SOLUTION CONFORMATIONS OF PATELLAMIDE-B AND PATELLAMIDE-C, CYTOTOXIC CYCLIC HEXAPEPTIDES FROM MARINE TUNICATE, DETERMINED BY NMR-SPECTROSCOPY AND MOLECULAR-DYNAMICS

In order to elucidate a possible relationship between the chemical structure and molecular conformation/stability of cytotoxic cyclic hexapeptides from a marine tunicate, Lissoclinum patella, the solution conformations of patellamides B and C, the chemical structures of which deviate from the C-2-symmetry at two positions, were analyzed by means of H-1-NMR spectroscopy and restrained molecular dynamics simulation.
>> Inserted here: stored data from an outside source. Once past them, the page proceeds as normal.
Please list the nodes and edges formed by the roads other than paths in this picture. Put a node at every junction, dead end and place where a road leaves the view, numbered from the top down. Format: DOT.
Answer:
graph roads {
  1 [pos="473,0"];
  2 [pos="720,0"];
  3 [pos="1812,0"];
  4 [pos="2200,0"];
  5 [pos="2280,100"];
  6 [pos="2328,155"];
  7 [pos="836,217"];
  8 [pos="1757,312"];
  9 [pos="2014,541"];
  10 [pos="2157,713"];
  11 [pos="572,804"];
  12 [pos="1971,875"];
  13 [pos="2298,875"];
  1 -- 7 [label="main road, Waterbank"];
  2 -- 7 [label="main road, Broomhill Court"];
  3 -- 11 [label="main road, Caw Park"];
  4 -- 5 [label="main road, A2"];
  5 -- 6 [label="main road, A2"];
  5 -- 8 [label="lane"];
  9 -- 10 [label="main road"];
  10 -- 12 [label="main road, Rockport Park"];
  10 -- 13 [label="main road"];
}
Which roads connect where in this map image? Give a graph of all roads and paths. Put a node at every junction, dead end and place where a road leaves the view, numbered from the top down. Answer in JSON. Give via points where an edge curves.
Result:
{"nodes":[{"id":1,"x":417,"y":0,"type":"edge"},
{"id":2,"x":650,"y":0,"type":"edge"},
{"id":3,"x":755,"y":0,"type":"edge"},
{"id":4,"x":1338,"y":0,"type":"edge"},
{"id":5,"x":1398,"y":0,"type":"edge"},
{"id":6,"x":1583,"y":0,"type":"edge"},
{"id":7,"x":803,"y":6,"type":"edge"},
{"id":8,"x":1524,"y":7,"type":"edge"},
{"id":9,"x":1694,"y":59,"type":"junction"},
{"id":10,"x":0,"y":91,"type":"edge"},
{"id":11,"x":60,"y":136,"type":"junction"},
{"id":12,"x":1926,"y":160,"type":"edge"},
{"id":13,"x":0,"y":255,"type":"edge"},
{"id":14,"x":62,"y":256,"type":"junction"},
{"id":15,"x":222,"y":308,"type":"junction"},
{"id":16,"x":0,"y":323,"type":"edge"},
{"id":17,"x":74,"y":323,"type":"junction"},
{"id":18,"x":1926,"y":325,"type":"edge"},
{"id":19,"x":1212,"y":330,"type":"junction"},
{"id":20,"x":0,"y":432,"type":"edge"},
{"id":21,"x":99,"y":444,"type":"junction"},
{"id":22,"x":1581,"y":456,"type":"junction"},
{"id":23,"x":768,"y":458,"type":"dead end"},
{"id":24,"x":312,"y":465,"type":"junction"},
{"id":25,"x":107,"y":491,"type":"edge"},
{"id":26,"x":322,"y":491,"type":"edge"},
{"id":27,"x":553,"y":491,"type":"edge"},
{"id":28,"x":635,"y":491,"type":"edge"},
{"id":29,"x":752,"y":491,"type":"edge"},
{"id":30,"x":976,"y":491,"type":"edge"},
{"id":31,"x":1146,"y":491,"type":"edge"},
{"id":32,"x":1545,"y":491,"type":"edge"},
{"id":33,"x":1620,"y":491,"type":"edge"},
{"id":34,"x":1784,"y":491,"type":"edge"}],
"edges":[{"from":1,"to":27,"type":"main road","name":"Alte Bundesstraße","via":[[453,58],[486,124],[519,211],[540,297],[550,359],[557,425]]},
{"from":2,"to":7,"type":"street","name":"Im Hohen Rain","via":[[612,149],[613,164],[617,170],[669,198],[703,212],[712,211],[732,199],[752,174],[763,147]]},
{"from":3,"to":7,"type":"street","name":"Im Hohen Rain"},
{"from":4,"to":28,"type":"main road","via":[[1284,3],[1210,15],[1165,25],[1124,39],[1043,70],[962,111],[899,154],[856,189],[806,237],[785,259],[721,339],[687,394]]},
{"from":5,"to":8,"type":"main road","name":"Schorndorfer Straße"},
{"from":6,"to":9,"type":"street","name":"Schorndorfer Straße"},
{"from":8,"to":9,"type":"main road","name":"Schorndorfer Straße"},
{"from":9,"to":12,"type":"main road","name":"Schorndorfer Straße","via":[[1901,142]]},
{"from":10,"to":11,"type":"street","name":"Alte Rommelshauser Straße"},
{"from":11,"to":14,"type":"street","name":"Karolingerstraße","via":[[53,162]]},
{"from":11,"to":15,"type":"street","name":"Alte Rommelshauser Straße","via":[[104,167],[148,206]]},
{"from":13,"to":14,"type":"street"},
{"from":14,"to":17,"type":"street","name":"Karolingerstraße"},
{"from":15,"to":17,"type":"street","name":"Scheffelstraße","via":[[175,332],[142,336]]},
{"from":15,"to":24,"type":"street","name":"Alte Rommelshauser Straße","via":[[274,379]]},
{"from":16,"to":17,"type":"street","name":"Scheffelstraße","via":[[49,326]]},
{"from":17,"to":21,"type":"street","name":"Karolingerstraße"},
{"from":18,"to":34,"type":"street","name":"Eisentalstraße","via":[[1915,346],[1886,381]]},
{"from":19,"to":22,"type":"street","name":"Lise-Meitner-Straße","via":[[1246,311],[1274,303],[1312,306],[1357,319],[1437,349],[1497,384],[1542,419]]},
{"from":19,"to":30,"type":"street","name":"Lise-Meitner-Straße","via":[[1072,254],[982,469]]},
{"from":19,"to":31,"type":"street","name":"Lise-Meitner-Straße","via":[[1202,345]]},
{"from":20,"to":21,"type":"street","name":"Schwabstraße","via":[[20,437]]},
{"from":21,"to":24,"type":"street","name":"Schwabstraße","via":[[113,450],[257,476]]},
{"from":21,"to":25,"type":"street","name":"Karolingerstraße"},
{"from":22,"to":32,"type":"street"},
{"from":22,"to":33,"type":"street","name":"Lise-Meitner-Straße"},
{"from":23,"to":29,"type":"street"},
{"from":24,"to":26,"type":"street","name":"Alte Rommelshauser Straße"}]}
The two molecules took similar twisted ''figure eight-like'' backbone conformations without intramolecular hydrogen bonding (type III) in chloroform solution. The outline of these cyclic backbone conformations is similar to that of a related non-C-2-symmetric patellamide D observed in the crystal structure, but deviates significantly from the ''square form'' (type I) of the C-2-symmetric ascidiacyclamide or the slightly structurally deformed patellamide A. Results indicate that preference for the type I or III conformation is dependent on the degree of asymmetry of the side chains attached to the two halves of the C-2-symmetric backbone structure. The possible conformation of the cytotoxic cyclic hexapeptide is discussed in relation to its biological activity.